Adequate nutrition is required for any organ to develop, including the lungs. Ong and colleagues in 1998 showed that undernourished school children in a remote section of India had decreased lung function even when normalized for size (42). An important function of the lungs is the active process of inspiration.. It is the amount of pressure required to ventilate the lungs to a certain volume. Expiration is usually a passive process. However, as in BPD, if there is air trapping or pulmonary edema, expiration can become an active process. This requires the respiratory muscles to expend more energy and requires a higher percentage of the cardiac output. The amount of calories required to compensate for this increased energy expenditure appears to be about 15-25 kcal/kg/d by indirect calorimetry (43). A more accurate method using the doubly labeled water technique found infants with BPD had 15-25% more energy needs than controls (44).

How best to meet these increased demands is still a matter of debate. In a study of 60 preterm infants with BPD randomized to 24 cal/oz formula at 180 cc/kg/d compared to a 30 cal/oz formula given at 145 cc/kg /d, the infants receiving the higher calorie/lower volume formula had better intake, but this was felt to be because it was difficult for the infants in the high volume group to tolerate that much formula on a regular basis (45).

Adding fortifiers to alter the caloric density is another option. A 1998 study comparing two similar groups of infants randomized to receive a standard formula or one enriched with protein, calcium, phosphorus or zinc found better length, bone density and lean body mass at three months of age (46). Higher protein intakes of 3-3.6 g/100 kcal appear to be safe and provide better catch-up growth (47, 48). Another option is to increase the fat to carbohydrate ratio in hopes of decreasing the respiratory quotient and CO2 production. This was found to be true in a two (49) week trial of a high fat formula, but the methods have since been questioned.

Providing adequate calories for infants with BPD is challenging. For one, infants who go on to develop BPD show signs of growth failure even before they reach 36 weeks PMA. DeRegner found that between 2 and 4 weeks of age, those infants that went on to develop BPD grew more slowly than infants of similar size who did not develop BPD (50). In another study, at 6 weeks post term, infants with BPD already had decreased weight, length and fat mass compared to healthy term infants (51). Follow up studies on growth at 1 year and beyond have also shown lower weight, length and head circumference and failure to exhibit catch up growth (51, 52). Adequate calories may not be the whole problem.
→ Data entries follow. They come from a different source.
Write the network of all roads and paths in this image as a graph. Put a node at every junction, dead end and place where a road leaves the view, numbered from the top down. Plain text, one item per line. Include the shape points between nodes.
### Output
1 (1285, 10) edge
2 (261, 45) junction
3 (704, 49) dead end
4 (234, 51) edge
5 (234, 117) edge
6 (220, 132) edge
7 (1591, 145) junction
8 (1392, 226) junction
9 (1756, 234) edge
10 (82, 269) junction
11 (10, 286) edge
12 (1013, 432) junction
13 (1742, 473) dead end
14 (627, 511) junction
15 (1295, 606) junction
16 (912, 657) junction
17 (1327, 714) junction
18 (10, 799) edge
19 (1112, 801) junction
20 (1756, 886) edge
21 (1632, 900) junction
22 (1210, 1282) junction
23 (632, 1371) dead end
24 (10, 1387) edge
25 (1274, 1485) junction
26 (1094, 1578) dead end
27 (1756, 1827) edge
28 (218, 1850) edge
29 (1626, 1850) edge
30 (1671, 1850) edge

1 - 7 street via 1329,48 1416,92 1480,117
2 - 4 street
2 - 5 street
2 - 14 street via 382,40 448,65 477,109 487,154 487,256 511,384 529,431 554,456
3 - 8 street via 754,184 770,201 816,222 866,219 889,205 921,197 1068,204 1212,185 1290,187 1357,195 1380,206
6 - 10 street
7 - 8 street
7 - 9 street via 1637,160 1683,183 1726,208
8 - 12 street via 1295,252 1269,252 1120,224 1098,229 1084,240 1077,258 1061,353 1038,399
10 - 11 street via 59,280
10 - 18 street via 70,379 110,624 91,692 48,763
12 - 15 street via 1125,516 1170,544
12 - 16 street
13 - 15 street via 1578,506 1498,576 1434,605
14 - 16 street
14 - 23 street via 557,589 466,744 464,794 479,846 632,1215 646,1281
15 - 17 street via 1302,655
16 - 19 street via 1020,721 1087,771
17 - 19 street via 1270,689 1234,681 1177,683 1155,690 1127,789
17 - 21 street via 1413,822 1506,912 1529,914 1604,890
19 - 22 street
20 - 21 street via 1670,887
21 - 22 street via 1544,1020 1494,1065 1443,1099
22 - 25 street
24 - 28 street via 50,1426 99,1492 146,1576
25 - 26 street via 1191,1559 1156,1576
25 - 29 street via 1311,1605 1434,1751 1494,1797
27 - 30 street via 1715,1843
These infants are prone to frequent infections, recurrent hospitalizations, GE reflux and poor oral motor skills. Of note, a Cochrane review of the adult literature found that nutritional supplements for stable COPD did not help the lung function (53).
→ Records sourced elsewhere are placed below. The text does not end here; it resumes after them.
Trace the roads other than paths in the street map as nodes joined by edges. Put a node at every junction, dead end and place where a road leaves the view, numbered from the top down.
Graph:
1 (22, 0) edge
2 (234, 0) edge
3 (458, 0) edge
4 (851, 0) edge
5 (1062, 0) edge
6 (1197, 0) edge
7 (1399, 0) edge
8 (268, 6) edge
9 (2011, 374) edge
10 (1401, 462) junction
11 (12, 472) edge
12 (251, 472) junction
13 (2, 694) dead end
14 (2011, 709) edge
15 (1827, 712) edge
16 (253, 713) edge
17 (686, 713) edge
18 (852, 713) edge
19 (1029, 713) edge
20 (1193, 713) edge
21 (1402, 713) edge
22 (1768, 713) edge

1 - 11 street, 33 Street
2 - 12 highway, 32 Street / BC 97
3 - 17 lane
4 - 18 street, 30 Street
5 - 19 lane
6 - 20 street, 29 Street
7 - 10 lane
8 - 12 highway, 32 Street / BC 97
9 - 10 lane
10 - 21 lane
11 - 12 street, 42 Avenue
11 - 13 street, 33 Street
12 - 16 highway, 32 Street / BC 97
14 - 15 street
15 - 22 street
Medications used to treat BPD also interfere with nutrition. Corticosteroids do help an infant wean from mechanical ventilation, but its administration can cause growth failure even after they are stopped (54). The mechanism of action of the corticosteroids appears to be related to its ability to inhibit growth hormone-insulin like growth factor 1 (GH-IGF 1) (55). The result is that fat is accumulated, but protein accretion and lean body mass are decreased. Diuretics such as furosimide can cause loss of essential electrolytes for growth such as sodium, potassium and calcium through increased renal excretion.
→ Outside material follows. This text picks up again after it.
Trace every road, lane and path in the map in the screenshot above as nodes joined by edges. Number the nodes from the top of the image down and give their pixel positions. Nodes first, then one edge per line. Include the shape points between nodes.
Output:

BPD is a multifactorial disease. It is the third most common chronic lung disease in children and as more and more, smaller premature infants survive, BPD will continue to be a common problem. Given that poor growth is common among infants with BPD in the hospital and especially, after hospital discharge (56), optimization of growth should be the goal. Although adequate nutrition is not the be all and end all in repairing lung injury, supplementation with protein, Vitamin A and possibly Inositol show promise in ameliorating the injury and promoting healing. Further research in this area is obviously needed.